Notice you are not only working with 1D arrays:
In [6]: a.ndim
Out[6]: 1
In [7]: b.ndim
Out[7]: 2
So, b
is a 2D array.
You also see this in the output of b.shape
: (1,3) indicates two dimensions as (3,) is one dimension.
The behaviour of np.dot
is different for 1D and 2D arrays (from the docs):
For 2-D arrays it is equivalent to matrix multiplication, and for 1-D
arrays to inner product of vectors
That is the reason you get different results, because you are mixing 1D and 2D arrays. Since b
is a 2D array, np.dot(b, b)
tries a matrix multiplication on two 1x3 matrices, which fails.

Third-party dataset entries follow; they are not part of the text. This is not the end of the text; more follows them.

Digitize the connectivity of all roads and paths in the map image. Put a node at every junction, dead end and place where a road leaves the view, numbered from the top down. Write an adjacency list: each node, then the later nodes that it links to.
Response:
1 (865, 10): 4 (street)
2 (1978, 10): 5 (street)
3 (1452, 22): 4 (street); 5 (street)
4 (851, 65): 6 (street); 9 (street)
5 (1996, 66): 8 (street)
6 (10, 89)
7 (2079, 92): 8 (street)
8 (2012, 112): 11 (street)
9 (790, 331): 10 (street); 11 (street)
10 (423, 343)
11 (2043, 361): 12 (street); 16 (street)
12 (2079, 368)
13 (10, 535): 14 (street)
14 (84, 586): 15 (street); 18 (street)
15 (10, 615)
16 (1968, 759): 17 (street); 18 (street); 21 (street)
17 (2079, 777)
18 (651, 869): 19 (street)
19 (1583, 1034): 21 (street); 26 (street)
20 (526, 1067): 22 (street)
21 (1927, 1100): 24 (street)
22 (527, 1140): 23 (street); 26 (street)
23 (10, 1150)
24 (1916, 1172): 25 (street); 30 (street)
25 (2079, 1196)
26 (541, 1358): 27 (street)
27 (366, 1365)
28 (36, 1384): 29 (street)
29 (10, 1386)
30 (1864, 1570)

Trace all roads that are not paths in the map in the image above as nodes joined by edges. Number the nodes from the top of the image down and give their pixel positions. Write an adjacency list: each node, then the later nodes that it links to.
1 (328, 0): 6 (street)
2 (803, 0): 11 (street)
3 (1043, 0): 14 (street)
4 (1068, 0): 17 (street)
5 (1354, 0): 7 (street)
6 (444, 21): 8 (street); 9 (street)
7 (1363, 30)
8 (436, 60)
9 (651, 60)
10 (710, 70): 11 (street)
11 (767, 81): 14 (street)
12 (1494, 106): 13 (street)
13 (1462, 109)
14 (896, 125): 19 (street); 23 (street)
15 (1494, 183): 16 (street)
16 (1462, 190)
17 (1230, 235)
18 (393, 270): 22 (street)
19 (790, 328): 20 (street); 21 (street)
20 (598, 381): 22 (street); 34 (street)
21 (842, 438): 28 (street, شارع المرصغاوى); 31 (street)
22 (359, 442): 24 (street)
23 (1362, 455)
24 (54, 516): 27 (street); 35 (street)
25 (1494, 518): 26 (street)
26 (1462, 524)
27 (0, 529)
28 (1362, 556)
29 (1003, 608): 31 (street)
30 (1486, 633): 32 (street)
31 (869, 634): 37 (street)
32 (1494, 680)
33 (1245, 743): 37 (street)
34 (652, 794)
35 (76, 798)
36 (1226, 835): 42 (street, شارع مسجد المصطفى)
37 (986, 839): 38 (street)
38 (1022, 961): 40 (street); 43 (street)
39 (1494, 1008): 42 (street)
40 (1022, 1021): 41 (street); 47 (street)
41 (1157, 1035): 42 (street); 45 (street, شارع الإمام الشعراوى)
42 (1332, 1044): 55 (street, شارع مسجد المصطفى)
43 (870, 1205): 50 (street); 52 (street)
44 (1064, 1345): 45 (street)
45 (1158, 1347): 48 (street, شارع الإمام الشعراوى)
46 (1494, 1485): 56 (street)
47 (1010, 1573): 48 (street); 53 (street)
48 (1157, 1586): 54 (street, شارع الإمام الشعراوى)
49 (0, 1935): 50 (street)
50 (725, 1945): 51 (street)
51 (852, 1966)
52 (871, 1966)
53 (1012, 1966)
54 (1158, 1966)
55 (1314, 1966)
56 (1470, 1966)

With 1D arrays, np.dot does a inner product of the vectors:
In [44]: a = np.array([1,2,3])
In [45]: b = np.array([1,2,3])
In [46]: np.dot(a, b)
Out[46]: 14
In [47]: np.inner(a, b)
Out[47]: 14
With 2D arrays, it is a matrix multiplication (so 1x3 x 3x1 = 1x1, or 3x1 x 1x3 = 3x3):
In [49]: a = a.reshape(1,3)
In [50]: b = b.reshape(3,1)
In [51]: a
Out[51]: array([[1, 2, 3]])
In [52]: b
Out[52]:
array([[1],
[2],
[3]])
In [53]: np.dot(a,b)
Out[53]: array([[14]])
In [54]: np.dot(b,a)
Out[54]:
array([[1, 2, 3],
[2, 4, 6],
[3, 6, 9]])
In [55]: np.dot(a,a)
---------------------------------------------------------------------------
ValueError Traceback (most recent call last)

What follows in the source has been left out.